Work instruction:
Please say how many lines of the listing hold "原城运大道", with no other words in the answer.

_ _ _ _

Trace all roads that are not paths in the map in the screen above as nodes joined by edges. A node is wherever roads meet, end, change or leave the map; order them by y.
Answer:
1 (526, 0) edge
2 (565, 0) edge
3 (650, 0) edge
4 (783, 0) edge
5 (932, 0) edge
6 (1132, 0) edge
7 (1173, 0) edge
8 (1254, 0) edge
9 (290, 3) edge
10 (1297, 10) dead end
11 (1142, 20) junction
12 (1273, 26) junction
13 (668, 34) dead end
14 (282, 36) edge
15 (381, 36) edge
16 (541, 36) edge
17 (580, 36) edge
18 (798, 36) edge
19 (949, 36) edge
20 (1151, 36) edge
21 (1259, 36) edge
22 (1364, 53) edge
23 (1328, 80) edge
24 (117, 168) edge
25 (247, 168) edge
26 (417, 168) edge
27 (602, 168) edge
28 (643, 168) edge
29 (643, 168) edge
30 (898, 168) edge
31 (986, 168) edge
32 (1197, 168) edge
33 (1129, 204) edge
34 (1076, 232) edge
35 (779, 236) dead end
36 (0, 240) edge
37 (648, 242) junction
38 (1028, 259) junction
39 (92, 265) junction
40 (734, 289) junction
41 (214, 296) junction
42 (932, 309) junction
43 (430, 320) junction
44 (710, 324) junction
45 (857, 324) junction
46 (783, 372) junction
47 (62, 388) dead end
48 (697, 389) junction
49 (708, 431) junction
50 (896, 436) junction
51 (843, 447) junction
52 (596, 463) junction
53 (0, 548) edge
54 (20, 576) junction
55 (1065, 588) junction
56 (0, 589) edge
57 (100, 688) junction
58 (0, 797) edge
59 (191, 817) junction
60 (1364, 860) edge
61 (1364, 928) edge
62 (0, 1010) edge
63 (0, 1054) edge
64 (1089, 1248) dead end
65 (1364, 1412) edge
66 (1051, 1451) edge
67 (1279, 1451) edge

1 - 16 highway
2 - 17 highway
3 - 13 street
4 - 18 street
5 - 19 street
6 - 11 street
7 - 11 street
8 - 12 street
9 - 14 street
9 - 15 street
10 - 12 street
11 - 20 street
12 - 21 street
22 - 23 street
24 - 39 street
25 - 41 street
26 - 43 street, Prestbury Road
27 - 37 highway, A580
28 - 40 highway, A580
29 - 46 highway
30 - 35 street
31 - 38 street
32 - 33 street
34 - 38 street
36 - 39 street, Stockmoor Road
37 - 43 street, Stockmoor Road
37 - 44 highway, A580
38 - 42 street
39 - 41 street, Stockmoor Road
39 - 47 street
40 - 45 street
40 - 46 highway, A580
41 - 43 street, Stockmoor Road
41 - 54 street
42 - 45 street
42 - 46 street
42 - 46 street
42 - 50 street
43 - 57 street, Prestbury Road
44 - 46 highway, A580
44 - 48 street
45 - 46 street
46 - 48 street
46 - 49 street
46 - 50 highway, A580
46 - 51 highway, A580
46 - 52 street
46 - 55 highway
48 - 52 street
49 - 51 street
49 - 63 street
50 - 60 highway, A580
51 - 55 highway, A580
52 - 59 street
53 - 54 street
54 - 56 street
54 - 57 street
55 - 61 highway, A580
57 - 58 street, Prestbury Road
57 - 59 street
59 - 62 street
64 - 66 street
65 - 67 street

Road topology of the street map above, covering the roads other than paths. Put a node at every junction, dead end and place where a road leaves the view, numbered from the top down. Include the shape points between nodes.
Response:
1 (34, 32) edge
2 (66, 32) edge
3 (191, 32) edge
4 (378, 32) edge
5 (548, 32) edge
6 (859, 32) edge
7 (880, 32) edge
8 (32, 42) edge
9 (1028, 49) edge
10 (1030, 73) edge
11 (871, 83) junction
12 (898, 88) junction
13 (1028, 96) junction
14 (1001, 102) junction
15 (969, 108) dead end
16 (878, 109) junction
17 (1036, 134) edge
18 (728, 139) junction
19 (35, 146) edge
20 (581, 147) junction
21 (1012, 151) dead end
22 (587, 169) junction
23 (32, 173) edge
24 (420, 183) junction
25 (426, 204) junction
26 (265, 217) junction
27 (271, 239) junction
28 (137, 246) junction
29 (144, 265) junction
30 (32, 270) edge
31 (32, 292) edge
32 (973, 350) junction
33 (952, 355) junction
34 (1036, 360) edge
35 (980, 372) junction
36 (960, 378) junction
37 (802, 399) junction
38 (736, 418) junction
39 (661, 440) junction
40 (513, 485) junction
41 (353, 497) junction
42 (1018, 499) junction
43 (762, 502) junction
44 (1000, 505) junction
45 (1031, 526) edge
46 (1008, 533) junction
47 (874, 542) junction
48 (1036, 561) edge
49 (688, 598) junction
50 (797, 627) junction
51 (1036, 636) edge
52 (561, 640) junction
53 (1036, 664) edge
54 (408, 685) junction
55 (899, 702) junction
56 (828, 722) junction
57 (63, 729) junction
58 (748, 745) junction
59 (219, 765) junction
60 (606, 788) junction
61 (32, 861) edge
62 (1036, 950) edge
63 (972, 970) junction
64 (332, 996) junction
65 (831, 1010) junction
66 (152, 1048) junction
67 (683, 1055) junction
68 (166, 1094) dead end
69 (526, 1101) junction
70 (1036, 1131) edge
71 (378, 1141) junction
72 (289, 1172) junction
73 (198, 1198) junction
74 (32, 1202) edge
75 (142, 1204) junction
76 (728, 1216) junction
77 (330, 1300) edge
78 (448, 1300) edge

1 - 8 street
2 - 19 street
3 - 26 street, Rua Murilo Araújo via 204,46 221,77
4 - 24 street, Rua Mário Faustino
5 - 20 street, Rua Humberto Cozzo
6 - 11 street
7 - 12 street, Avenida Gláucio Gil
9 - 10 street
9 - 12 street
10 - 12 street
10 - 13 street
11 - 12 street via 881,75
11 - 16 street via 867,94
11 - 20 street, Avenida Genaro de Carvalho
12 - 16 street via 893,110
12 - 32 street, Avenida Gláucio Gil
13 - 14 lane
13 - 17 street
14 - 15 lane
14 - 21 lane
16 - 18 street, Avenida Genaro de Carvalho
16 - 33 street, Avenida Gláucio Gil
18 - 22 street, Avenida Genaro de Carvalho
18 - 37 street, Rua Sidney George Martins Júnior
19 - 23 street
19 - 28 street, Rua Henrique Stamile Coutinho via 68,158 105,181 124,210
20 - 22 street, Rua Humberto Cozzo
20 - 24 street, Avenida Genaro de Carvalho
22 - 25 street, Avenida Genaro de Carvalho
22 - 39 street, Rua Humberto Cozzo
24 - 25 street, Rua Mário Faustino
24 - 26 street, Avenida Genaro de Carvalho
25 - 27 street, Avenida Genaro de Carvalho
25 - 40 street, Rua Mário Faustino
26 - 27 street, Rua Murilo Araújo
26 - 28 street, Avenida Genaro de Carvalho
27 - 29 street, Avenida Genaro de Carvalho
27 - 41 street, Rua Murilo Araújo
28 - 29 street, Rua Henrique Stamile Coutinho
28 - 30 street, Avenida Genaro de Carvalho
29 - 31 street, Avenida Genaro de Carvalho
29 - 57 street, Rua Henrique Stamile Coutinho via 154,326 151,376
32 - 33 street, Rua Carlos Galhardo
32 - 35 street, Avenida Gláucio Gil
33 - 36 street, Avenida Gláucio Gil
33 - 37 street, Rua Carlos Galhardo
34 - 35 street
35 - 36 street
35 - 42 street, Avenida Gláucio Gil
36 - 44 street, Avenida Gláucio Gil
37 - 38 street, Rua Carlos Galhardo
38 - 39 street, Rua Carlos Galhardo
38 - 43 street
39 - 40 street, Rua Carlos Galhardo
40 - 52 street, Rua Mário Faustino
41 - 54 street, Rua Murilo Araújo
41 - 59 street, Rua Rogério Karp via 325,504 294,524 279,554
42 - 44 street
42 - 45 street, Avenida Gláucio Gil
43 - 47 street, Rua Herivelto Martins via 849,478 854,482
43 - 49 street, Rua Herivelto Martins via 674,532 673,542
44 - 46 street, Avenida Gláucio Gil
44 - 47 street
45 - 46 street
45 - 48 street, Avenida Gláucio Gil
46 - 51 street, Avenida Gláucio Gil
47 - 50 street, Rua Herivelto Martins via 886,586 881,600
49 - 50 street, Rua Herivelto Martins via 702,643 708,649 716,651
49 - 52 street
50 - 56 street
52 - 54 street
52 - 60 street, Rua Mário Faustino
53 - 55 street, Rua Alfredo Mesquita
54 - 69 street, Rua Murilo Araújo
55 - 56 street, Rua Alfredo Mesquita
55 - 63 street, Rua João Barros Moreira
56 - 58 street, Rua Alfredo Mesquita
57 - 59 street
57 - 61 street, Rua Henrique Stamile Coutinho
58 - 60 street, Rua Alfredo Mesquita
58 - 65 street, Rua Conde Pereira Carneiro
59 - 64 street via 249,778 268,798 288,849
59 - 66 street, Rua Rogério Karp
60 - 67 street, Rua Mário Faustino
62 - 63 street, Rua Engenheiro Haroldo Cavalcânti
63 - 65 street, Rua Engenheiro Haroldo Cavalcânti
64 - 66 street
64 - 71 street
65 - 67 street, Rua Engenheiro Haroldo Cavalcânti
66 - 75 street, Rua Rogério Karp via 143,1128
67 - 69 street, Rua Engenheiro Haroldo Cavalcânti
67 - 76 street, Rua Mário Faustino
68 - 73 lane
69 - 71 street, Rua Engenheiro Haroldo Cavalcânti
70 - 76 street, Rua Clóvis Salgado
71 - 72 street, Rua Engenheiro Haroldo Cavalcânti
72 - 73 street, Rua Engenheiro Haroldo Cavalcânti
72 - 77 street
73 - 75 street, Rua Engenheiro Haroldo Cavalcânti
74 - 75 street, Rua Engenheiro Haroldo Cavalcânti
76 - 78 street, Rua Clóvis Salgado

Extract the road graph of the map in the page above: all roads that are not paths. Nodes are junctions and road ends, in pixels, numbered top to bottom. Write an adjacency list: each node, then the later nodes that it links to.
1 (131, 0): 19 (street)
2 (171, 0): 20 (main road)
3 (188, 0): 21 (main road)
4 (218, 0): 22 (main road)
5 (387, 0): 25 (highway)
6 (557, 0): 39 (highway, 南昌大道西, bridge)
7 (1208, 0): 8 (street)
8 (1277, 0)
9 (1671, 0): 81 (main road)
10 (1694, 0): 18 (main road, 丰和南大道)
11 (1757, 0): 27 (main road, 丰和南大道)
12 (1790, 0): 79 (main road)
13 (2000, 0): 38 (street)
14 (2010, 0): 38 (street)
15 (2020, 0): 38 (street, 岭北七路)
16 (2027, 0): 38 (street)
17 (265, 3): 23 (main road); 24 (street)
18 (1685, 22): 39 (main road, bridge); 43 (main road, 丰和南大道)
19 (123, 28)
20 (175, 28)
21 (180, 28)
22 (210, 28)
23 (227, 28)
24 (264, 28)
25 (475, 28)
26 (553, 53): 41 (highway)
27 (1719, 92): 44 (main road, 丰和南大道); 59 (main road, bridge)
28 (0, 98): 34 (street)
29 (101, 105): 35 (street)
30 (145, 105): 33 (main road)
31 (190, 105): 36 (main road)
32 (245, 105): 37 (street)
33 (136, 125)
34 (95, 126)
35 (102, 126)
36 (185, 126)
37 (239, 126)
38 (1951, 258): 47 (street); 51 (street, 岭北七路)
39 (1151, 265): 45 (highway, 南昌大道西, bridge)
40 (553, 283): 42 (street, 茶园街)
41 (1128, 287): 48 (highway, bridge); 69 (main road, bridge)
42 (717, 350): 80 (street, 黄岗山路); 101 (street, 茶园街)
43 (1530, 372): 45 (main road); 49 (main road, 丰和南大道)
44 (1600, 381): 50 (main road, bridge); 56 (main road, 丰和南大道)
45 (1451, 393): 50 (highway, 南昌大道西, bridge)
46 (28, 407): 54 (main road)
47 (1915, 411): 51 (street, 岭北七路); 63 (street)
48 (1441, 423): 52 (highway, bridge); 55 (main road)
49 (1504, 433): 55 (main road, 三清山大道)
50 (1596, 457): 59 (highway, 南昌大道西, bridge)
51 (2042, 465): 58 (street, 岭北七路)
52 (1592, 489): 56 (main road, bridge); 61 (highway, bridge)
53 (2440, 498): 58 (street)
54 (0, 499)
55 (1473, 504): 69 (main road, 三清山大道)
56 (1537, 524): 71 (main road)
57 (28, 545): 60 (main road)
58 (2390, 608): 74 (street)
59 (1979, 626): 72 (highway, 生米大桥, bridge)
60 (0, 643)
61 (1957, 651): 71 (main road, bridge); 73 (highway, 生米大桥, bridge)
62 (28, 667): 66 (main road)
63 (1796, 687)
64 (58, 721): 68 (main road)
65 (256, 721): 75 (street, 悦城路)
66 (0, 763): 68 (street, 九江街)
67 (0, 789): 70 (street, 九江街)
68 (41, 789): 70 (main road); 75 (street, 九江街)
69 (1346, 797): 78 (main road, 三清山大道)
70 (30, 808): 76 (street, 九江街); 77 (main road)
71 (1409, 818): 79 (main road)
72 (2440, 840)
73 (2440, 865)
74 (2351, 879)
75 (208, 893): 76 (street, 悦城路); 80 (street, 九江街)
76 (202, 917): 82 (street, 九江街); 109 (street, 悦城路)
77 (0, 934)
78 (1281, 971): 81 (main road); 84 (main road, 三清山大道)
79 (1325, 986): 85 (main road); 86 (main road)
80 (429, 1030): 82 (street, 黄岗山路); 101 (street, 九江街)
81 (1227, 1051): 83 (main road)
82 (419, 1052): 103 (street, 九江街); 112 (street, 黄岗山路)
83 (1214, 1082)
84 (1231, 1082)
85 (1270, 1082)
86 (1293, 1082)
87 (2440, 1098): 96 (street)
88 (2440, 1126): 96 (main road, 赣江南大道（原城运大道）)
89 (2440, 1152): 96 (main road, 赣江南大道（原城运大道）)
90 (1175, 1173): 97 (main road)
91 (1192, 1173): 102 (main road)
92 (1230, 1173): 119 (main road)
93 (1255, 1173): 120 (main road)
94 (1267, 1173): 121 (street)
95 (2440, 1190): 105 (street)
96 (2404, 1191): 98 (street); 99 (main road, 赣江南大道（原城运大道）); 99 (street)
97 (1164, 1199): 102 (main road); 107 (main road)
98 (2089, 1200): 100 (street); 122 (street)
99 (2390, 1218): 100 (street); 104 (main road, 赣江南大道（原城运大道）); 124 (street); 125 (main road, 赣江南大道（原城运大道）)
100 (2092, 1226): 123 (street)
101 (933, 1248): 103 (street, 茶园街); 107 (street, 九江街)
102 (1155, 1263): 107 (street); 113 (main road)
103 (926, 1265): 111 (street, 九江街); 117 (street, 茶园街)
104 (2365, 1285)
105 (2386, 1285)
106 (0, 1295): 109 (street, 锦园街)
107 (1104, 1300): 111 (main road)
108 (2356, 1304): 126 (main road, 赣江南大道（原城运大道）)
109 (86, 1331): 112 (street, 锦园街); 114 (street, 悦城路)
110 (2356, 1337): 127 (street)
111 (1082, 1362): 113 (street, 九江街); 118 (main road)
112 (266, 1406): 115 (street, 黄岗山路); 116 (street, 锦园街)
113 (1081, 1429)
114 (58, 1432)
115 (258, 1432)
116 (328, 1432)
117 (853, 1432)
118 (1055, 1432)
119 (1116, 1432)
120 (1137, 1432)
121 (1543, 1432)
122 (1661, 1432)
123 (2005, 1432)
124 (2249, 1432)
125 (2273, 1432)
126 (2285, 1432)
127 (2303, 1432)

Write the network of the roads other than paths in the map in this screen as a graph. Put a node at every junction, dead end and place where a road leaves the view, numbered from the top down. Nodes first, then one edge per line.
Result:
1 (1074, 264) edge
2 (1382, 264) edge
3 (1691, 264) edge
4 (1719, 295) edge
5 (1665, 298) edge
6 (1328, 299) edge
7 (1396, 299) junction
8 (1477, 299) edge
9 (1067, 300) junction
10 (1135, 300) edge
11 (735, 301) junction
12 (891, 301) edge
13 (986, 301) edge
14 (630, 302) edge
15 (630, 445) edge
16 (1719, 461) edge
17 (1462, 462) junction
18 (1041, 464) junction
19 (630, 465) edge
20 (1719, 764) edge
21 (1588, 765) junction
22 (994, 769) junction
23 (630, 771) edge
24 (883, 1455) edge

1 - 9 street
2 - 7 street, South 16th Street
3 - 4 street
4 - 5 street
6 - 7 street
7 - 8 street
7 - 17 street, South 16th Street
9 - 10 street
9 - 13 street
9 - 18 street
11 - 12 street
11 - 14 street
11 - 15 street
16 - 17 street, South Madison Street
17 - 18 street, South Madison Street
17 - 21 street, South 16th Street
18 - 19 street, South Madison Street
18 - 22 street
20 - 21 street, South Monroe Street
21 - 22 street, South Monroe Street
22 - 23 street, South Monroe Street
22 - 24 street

_ _ _ _

Exercise result:
5